3. On the averment that consignments of oil were prohibited from loose/hump and rough shunting and alleging gross negligence and misconduct on the part of the Railway Administration/its servants, it was stated by the plaintiff that the consignments were handled roughly enroute. As a result the tins burst. There was also pitching and denting of the tins and heavy leakage of the oil. Layers were badly disturbed and signs of oil leakage were appearing on the roof of the wagon. The suit consignments were received at the destination station in a badly leaking condition.

4. The plaintiff contended that this fact was brought to the notice of the authorities before the delivery and removal of the consignment from the Railway premises. As a result the plaintiff was granted open delivery of the suit consignments. A shortage certificate was also issued by the Railway authorities to the plaintiff. On assessment, though the actual loss was much more, the plaintiff was able to compute the following losses :

Consignment No. I : 120 tins were delivered in a badly burst, pitched and dented condition and contents were short by 1349.9 Kgs.

Consignment No. 2 : 105 tins were delivered in a badly burst, pitched and dented condition and contents were short by 1392 Kgs.

5. The plaintiff claimed that on account of the aforesaid leakage and damage suffered, it lodged its claim for compensation and served the defendant no. 1 with a composite notice dated 26th November, 1977 under Section 78(B) of the Indian Railways Act of 1961 as well as Section 80 of the Code of Civil Procedure. The defendant no. 1 acknowledged the receipt of the said notice but the claim of the plaintiff was repudiated by the Railway Administration on baseless and flimsy grounds. The plaintiff contended in its plaint that there was presumptive proof of the railway's negligence and misconduct on account of the leakage in the suit consignment and that the defendant no. 1 was liable to compensate the plaintiff with a sum of Rs. 28,424/- The plaintiff abandoned the claim to the extent of Rs.424/- and claimed recovery of Rs. 28,000/- only in the suit.

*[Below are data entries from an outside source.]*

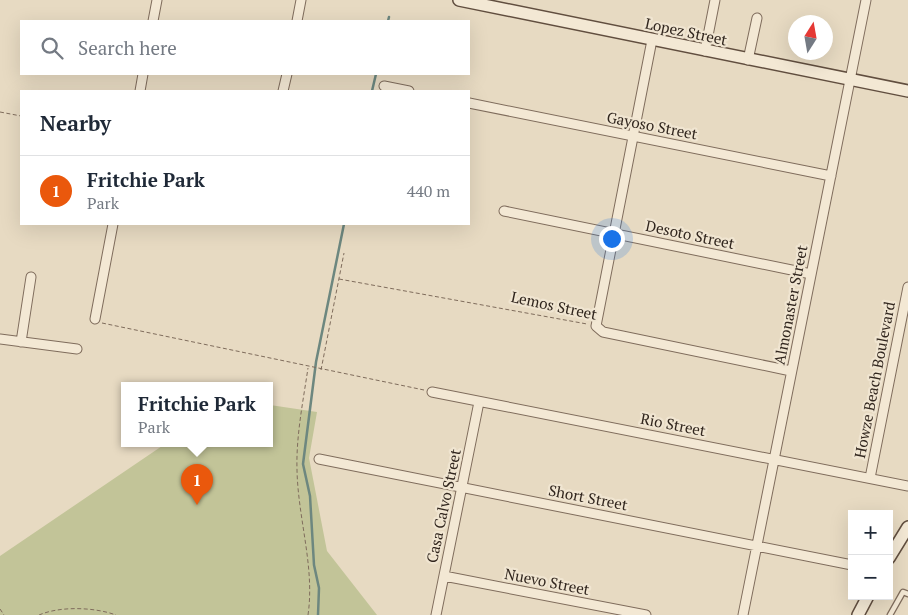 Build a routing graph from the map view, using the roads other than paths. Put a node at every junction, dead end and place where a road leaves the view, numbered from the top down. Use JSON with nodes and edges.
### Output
{"nodes":[{"id":1,"x":158,"y":0,"type":"edge"},
{"id":2,"x":301,"y":0,"type":"edge"},
{"id":3,"x":458,"y":0,"type":"edge"},
{"id":4,"x":715,"y":0,"type":"edge"},
{"id":5,"x":866,"y":0,"type":"edge"},
{"id":6,"x":496,"y":3,"type":"edge"},
{"id":7,"x":757,"y":18,"type":"dead end"},
{"id":8,"x":153,"y":20,"type":"edge"},
{"id":9,"x":297,"y":20,"type":"edge"},
{"id":10,"x":652,"y":40,"type":"junction"},
{"id":11,"x":705,"y":51,"type":"junction"},
{"id":12,"x":748,"y":60,"type":"junction"},
{"id":13,"x":143,"y":75,"type":"edge"},
{"id":14,"x":287,"y":75,"type":"edge"},
{"id":15,"x":850,"y":80,"type":"junction"},
{"id":16,"x":384,"y":86,"type":"dead end"},
{"id":17,"x":140,"y":90,"type":"edge"},
{"id":18,"x":283,"y":90,"type":"edge"},
{"id":19,"x":404,"y":90,"type":"edge"},
{"id":20,"x":908,"y":91,"type":"edge"},
{"id":21,"x":470,"y":103,"type":"edge"},
{"id":22,"x":632,"y":136,"type":"junction"},
{"id":23,"x":831,"y":176,"type":"junction"},
{"id":24,"x":504,"y":211,"type":"dead end"},
{"id":25,"x":112,"y":225,"type":"edge"},
{"id":26,"x":613,"y":233,"type":"junction"},
{"id":27,"x":811,"y":274,"type":"junction"},
{"id":28,"x":31,"y":277,"type":"dead end"},
{"id":29,"x":908,"y":287,"type":"edge"},
{"id":30,"x":95,"y":319,"type":"road end"},
{"id":31,"x":0,"y":339,"type":"edge"},
{"id":32,"x":21,"y":342,"type":"junction"},
{"id":33,"x":77,"y":349,"type":"dead end"},
{"id":34,"x":791,"y":371,"type":"junction"},
{"id":35,"x":432,"y":392,"type":"road end"},
{"id":36,"x":479,"y":402,"type":"junction"},
{"id":37,"x":319,"y":459,"type":"dead end"},
{"id":38,"x":776,"y":459,"type":"junction"},
{"id":39,"x":870,"y":478,"type":"junction"},
{"id":40,"x":908,"y":486,"type":"edge"},
{"id":41,"x":463,"y":487,"type":"junction"},
{"id":42,"x":908,"y":527,"type":"edge"},
{"id":43,"x":905,"y":539,"type":"edge"},
{"id":44,"x":758,"y":546,"type":"junction"},
{"id":45,"x":892,"y":555,"type":"edge"},
{"id":46,"x":848,"y":564,"type":"edge"},
{"id":47,"x":444,"y":576,"type":"junction"},
{"id":48,"x":908,"y":594,"type":"edge"},
{"id":49,"x":866,"y":600,"type":"edge"},
{"id":50,"x":436,"y":615,"type":"edge"},
{"id":51,"x":646,"y":615,"type":"edge"},
{"id":52,"x":743,"y":615,"type":"edge"},
{"id":53,"x":858,"y":615,"type":"edge"},
{"id":54,"x":890,"y":615,"type":"edge"}],
"edges":[{"from":1,"to":8,"type":"street"},
{"from":2,"to":9,"type":"street"},
{"from":3,"to":6,"type":"street","name":"Lopez Street"},
{"from":4,"to":11,"type":"street"},
{"from":5,"to":15,"type":"street","name":"Almonaster Street"},
{"from":6,"to":10,"type":"street","name":"Lopez Street"},
{"from":7,"to":12,"type":"street"},
{"from":10,"to":11,"type":"street","name":"Lopez Street"},
{"from":10,"to":22,"type":"street"},
{"from":11,"to":12,"type":"street","name":"Lopez Street"},
{"from":12,"to":15,"type":"street","name":"Lopez Street"},
{"from":13,"to":17,"type":"street"},
{"from":14,"to":18,"type":"street"},
{"from":15,"to":20,"type":"street","name":"Lopez Street"},
{"from":15,"to":23,"type":"street","name":"Almonaster Street"},
{"from":16,"to":19,"type":"street"},
{"from":21,"to":22,"type":"street","name":"Gayoso Street"},
{"from":22,"to":23,"type":"street","name":"Gayoso Street"},
{"from":22,"to":26,"type":"street"},
{"from":23,"to":27,"type":"street","name":"Almonaster Street"},
{"from":24,"to":26,"type":"street","name":"Desoto Street"},
{"from":25,"to":30,"type":"street"},
{"from":26,"to":27,"type":"street","name":"Desoto Street"},
{"from":26,"to":34,"type":"street","name":"Lemos Street"},
{"from":27,"to":34,"type":"street","name":"Almonaster Street"},
{"from":28,"to":32,"type":"street"},
{"from":29,"to":39,"type":"street","name":"Howze Beach Boulevard"},
{"from":31,"to":32,"type":"street"},
{"from":32,"to":33,"type":"street"},
{"from":34,"to":38,"type":"street","name":"Almonaster Street"},
{"from":35,"to":36,"type":"street","name":"Rio Street"},
{"from":36,"to":38,"type":"street","name":"Rio Street"},
{"from":36,"to":41,"type":"street","name":"Casa Calvo Street"},
{"from":37,"to":41,"type":"street","name":"Short Street"},
{"from":38,"to":39,"type":"street","name":"Rio Street"},
{"from":38,"to":44,"type":"street","name":"Almonaster Street"},
{"from":39,"to":40,"type":"street","name":"Rio Street"},
{"from":41,"to":44,"type":"street","name":"Short Street"},
{"from":41,"to":47,"type":"street","name":"Casa Calvo Street"},
{"from":42,"to":43,"type":"street"},
{"from":43,"to":45,"type":"street"},
{"from":44,"to":46,"type":"street","name":"Short Street"},
{"from":44,"to":52,"type":"street","name":"Almonaster Street"},
{"from":47,"to":50,"type":"street","name":"Casa Calvo Street"},
{"from":47,"to":51,"type":"street","name":"Nuevo Street"},
{"from":48,"to":54,"type":"lane"},
{"from":49,"to":53,"type":"street"}]}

6. The plaintiff claimed that it sold the suit consignment to M/s Oswal Stores who was arrayed as defendant no. 2 in the plaint (respondent no. 2 in the present appeal). The consignment was sold with the terms and conditions that the loss in transit was to be borne by the plaintiff.

7. The plaintiff also claimed that it had sent all the four railway receipts of the clubbed consignment through the bank against payment of the Hundi for the value of the goods to defendant no. 2. On learning of the heavy leakage in the suit consignments, the defendant no. 2 refused to honor the Hundi amount and refused to retire the railway receipts from the bank. The defendant no. 2 refused to take delivery unless the plaintiff agreed to compensate him for the leakage received by them and consequent losses. As such, the plaintiff asked the bank to release the railway receipts of both the suit consignments free of charges to the defendant no. 2.

8. The plaintiff claimed that in view of the foregoing, the proprietary interest in the suit goods remained vested with the plaintiff who remained the legal owners of the suit goods and as such are the rightful claimant of the suit amount. It was also stated that the defendant no. 2 took delivery of the suit consignments on behalf of the plaintiff and sent the shortage certificate to the plaintiff for preferring the claim with the Railway Administration.

9. As the plaintiffs remained the rightful owners of the suit goods and have actually suffered the loss, the defendant no. 2 was imp leaded as a party merely to avoid any technical objection being raised by defendant no. 1(appellant herein). The defendant no. 2 was merely the 'endorsed consignee' and further the cause of action had accrued in favor of the plaintiff as the appellant had failed to disclose to the plaintiff as to the manner in which the suit consignments were dealt with in transit and had also failed to account for their leakage at the destination station. Therefore, the plaintiff was entitled to the amount claimed. The defendant no. 1 finally having failed to comply with the notice demand made by the plaintiff, the suit in question praying for a decree of Rs. 28,000/- together with litigation costs and interest pendente lite in future at the rate of 12% was brought against the defendants.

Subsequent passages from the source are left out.